## Input material
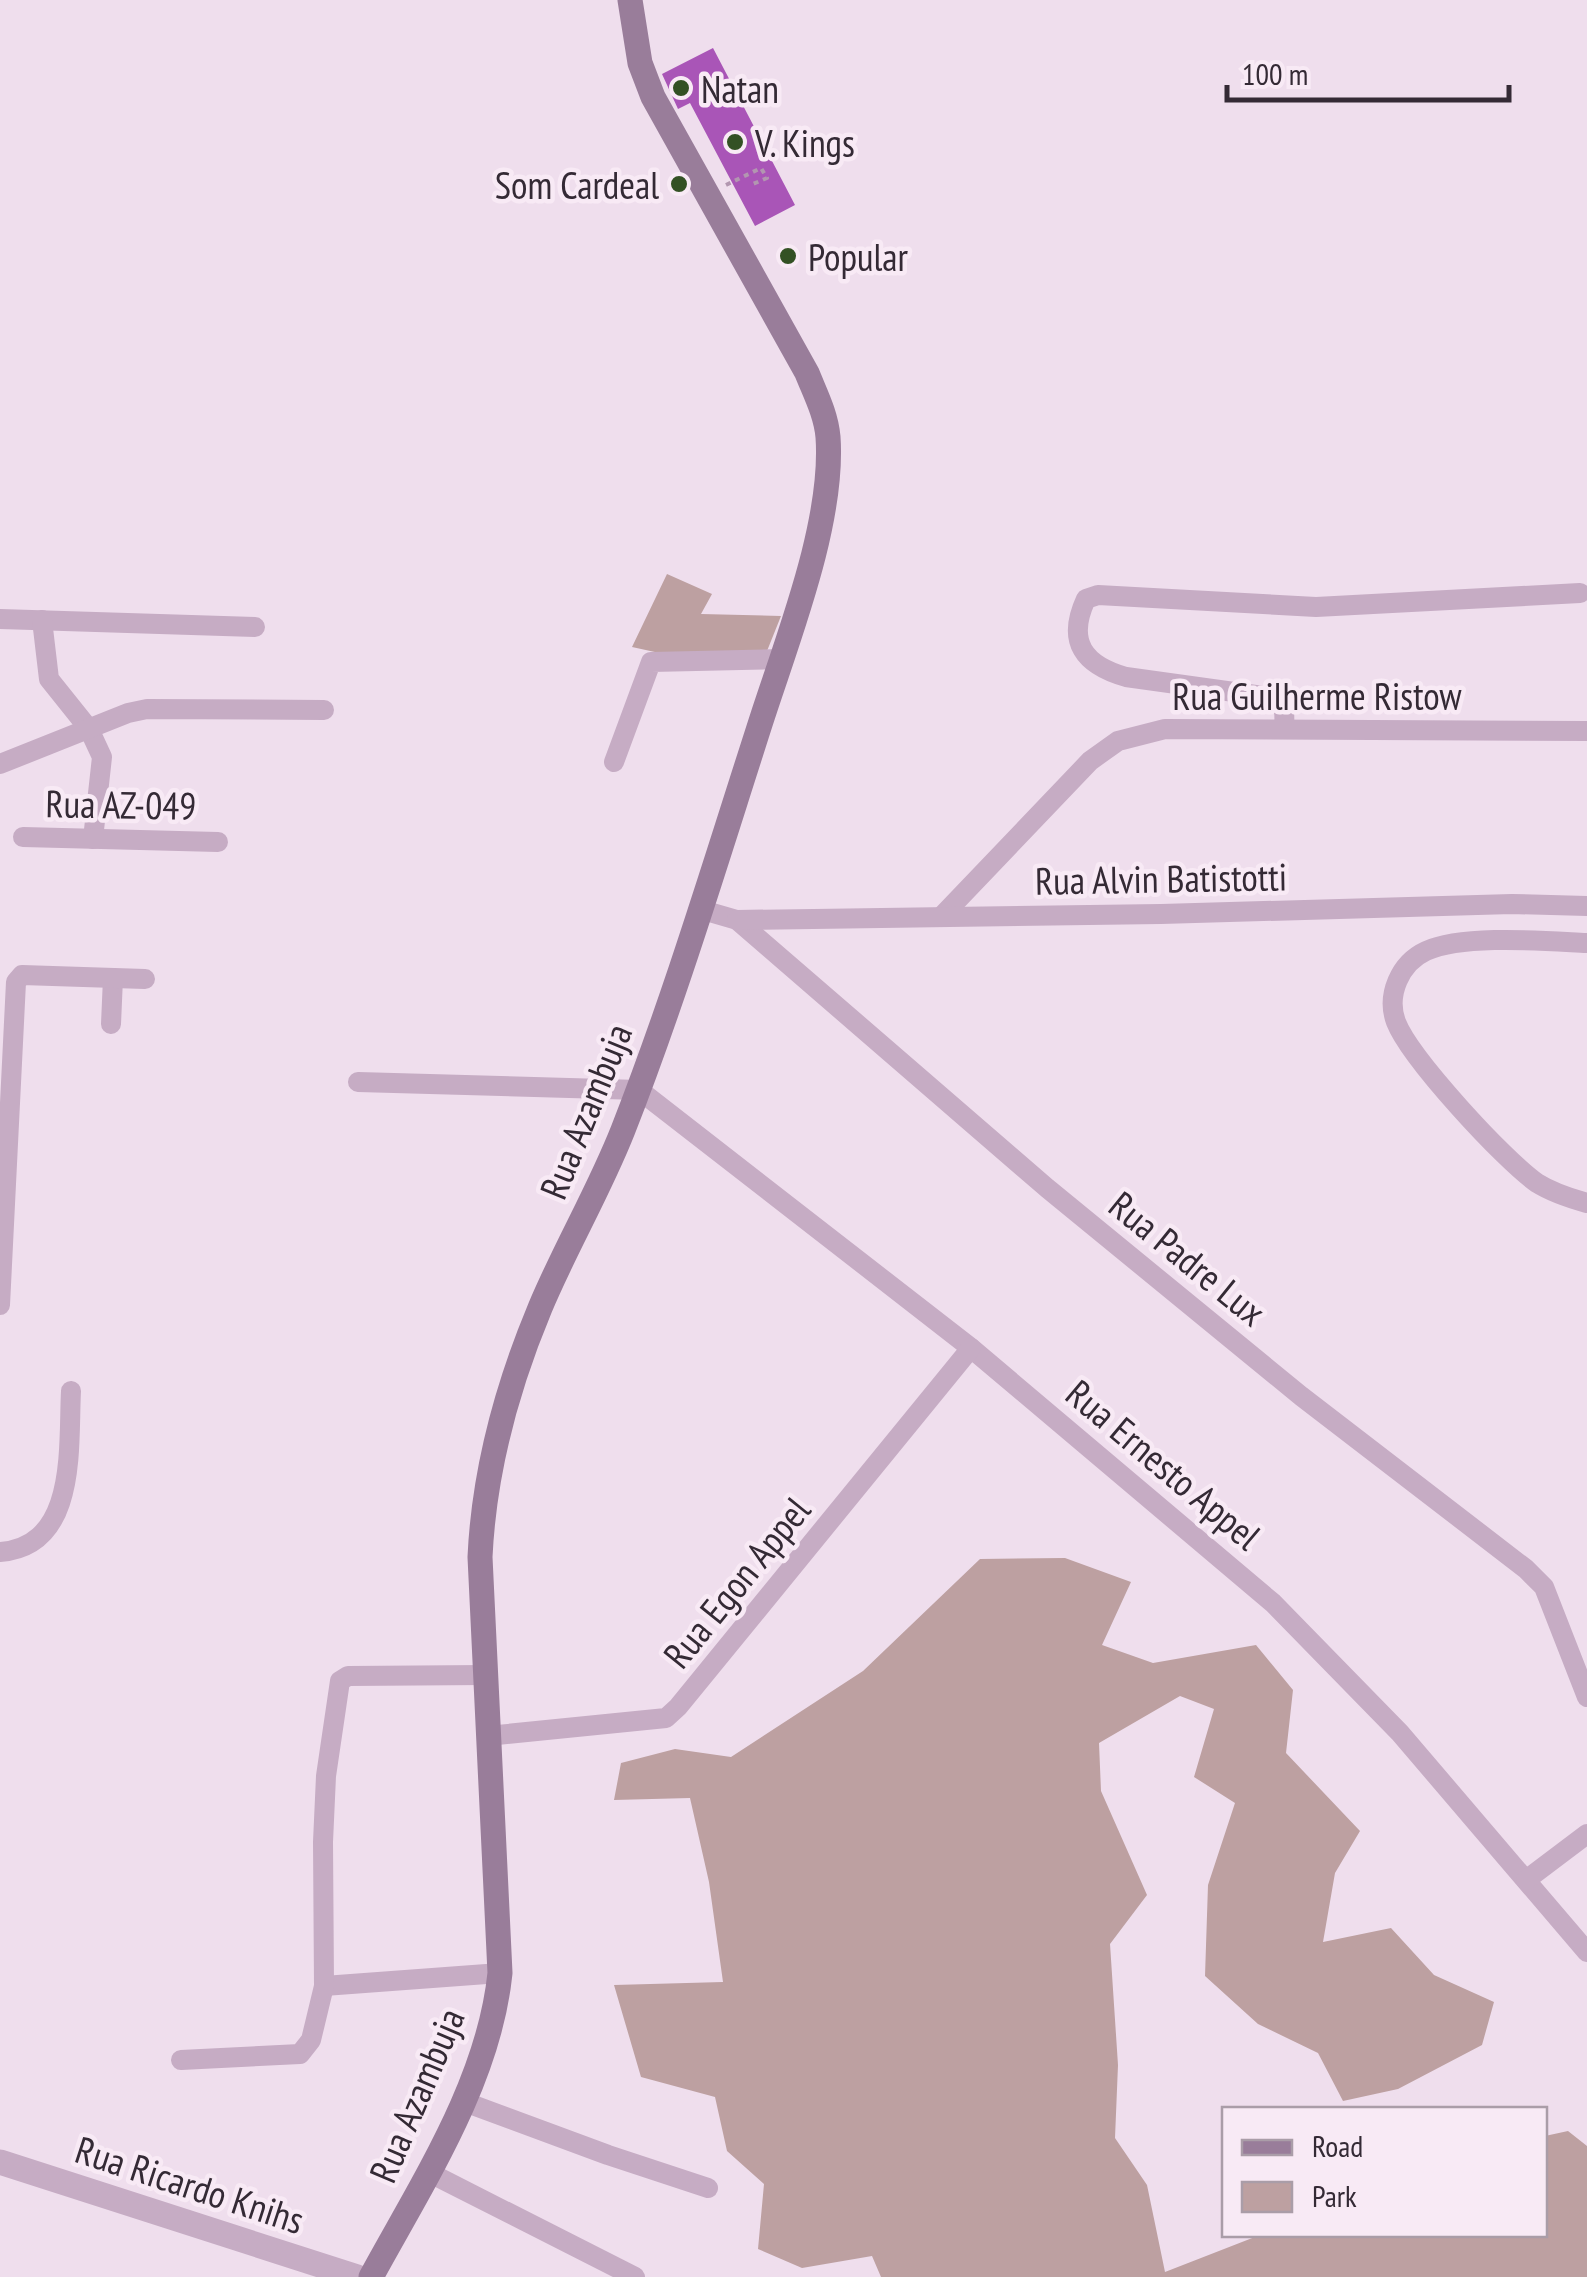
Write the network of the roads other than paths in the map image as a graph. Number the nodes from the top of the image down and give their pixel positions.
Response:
1 (630, 0) edge
2 (1580, 593) dead end
3 (0, 619) edge
4 (42, 620) junction
5 (255, 627) dead end
6 (781, 659) junction
7 (324, 710) dead end
8 (1284, 728) junction
9 (89, 729) junction
10 (1587, 730) edge
11 (614, 762) dead end
12 (0, 764) edge
13 (23, 837) dead end
14 (93, 838) junction
15 (218, 842) dead end
16 (1587, 906) edge
17 (700, 910) junction
18 (942, 916) junction
19 (736, 920) junction
20 (1587, 943) edge
21 (112, 978) junction
22 (146, 980) dead end
23 (112, 1024) dead end
24 (358, 1082) dead end
25 (639, 1090) junction
26 (1587, 1203) edge
27 (0, 1305) edge
28 (971, 1348) junction
29 (71, 1392) dead end
30 (0, 1552) edge
31 (485, 1674) junction
32 (1587, 1697) edge
33 (487, 1736) junction
34 (1587, 1834) edge
35 (1526, 1880) junction
36 (1587, 1952) edge
37 (500, 1973) junction
38 (324, 1986) junction
39 (180, 2060) dead end
40 (462, 2101) junction
41 (0, 2162) edge
42 (428, 2172) junction
43 (708, 2188) dead end
44 (357, 2277) edge
45 (371, 2277) edge
46 (636, 2277) edge

1 - 6 main road, Rua Azambuja
2 - 8 street
3 - 4 street
4 - 5 street
4 - 9 street
6 - 11 street
6 - 17 main road, Rua Azambuja
7 - 9 street
8 - 10 street, Rua Guilherme Ristow
8 - 18 street, Rua Guilherme Ristow
9 - 12 street
9 - 14 street
13 - 14 street, Rua AZ-049
14 - 15 street, Rua AZ-049
16 - 18 street, Rua Alvin Batistotti
17 - 19 street, Rua Padre Lux
17 - 25 main road, Rua Azambuja
18 - 19 street, Rua Alvin Batistotti
19 - 32 street, Rua Padre Lux
20 - 26 street
21 - 22 street
21 - 23 street
21 - 27 street
24 - 25 street
25 - 28 street, Rua Ernesto Appel
25 - 31 main road, Rua Azambuja
28 - 33 street, Rua Egon Appel
28 - 35 street, Rua Ernesto Appel
29 - 30 street
31 - 33 main road, Rua Azambuja
31 - 38 street
33 - 37 main road, Rua Azambuja
34 - 35 street
35 - 36 street, Rua Ernesto Appel
37 - 38 street
37 - 40 main road, Rua Azambuja
38 - 39 street
40 - 42 main road, Rua Azambuja
40 - 43 street
41 - 44 street, Rua Ricardo Knihs
42 - 45 main road, Rua Azambuja
42 - 46 street

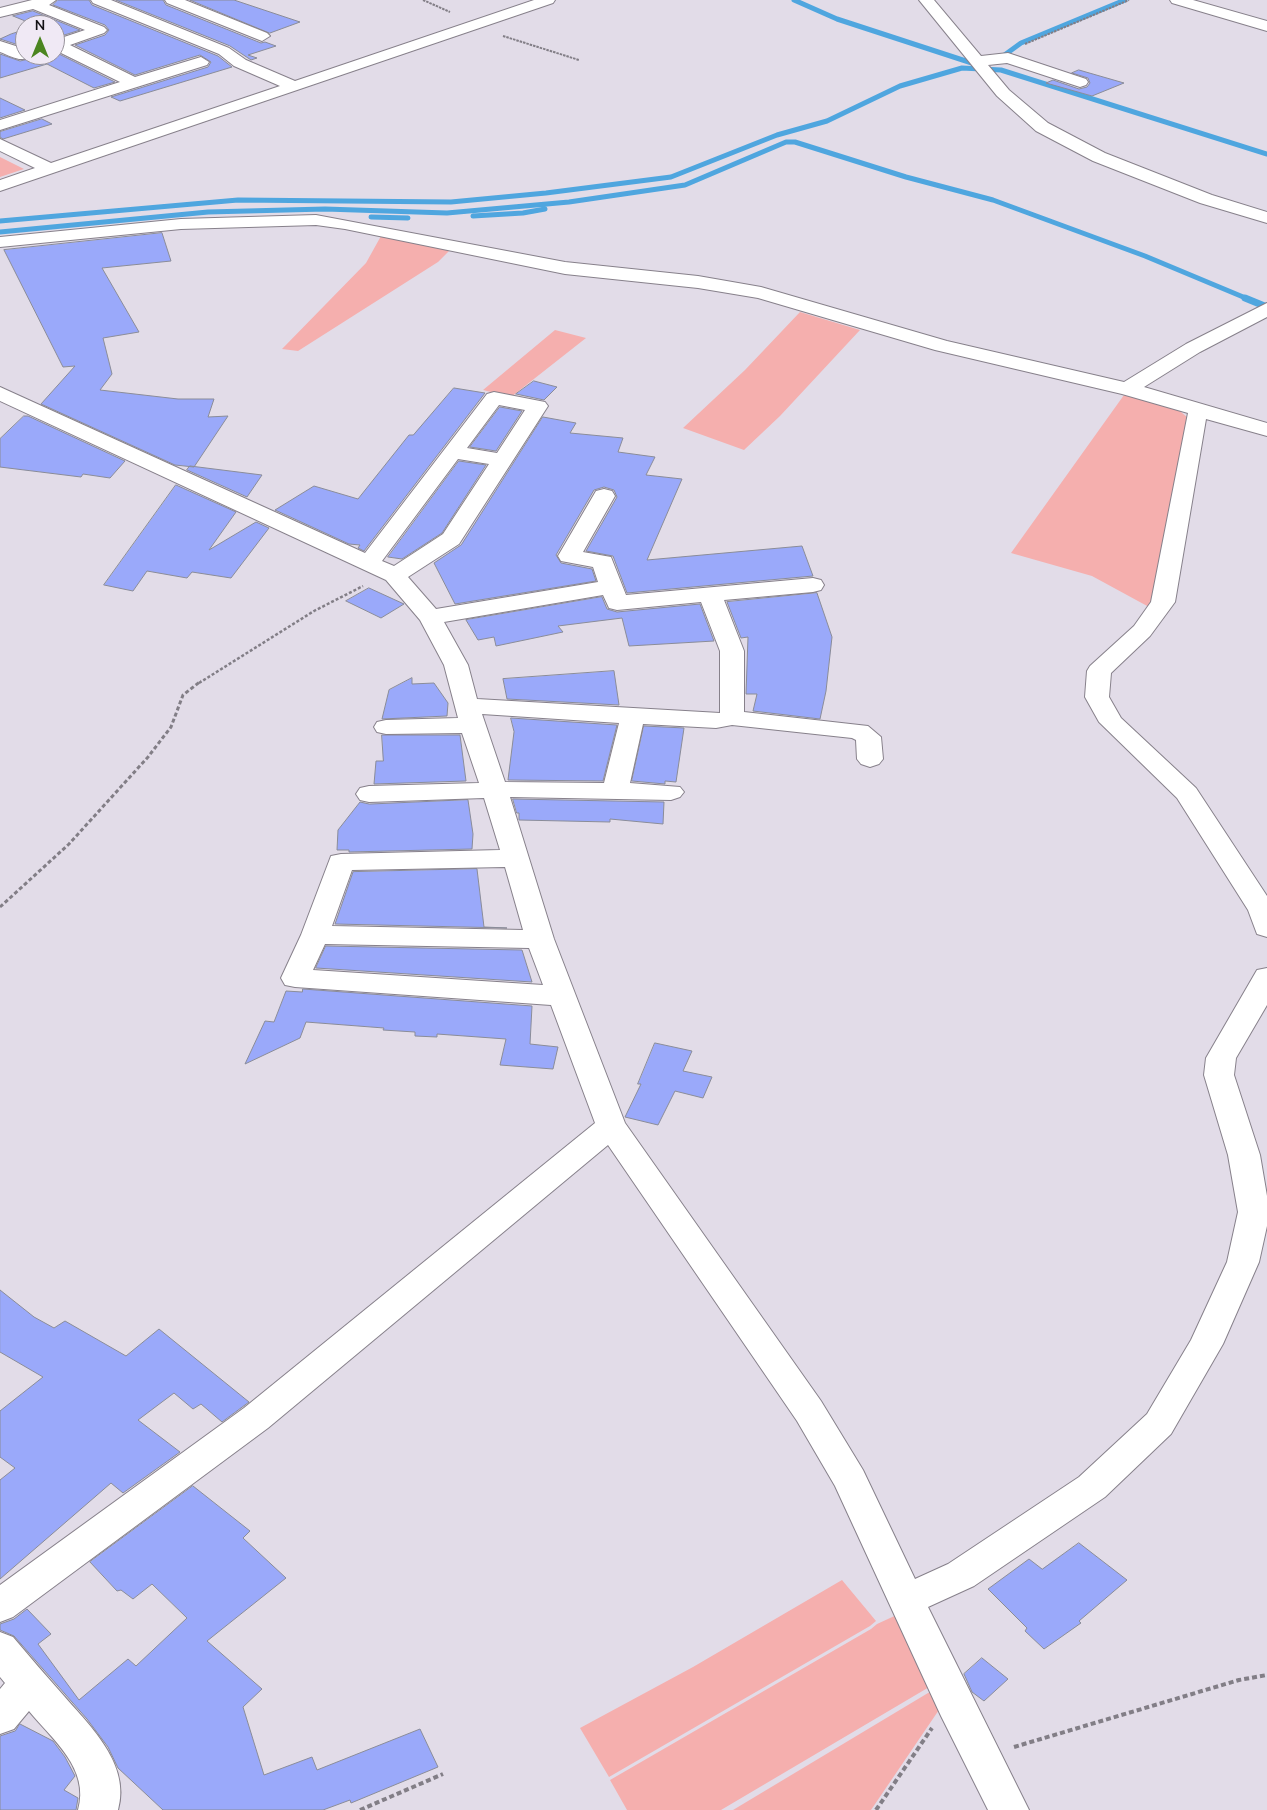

## Instructions to follow
Say how many lines in the entries above contain the string "main", offering no other words.

## Response for this exercise
9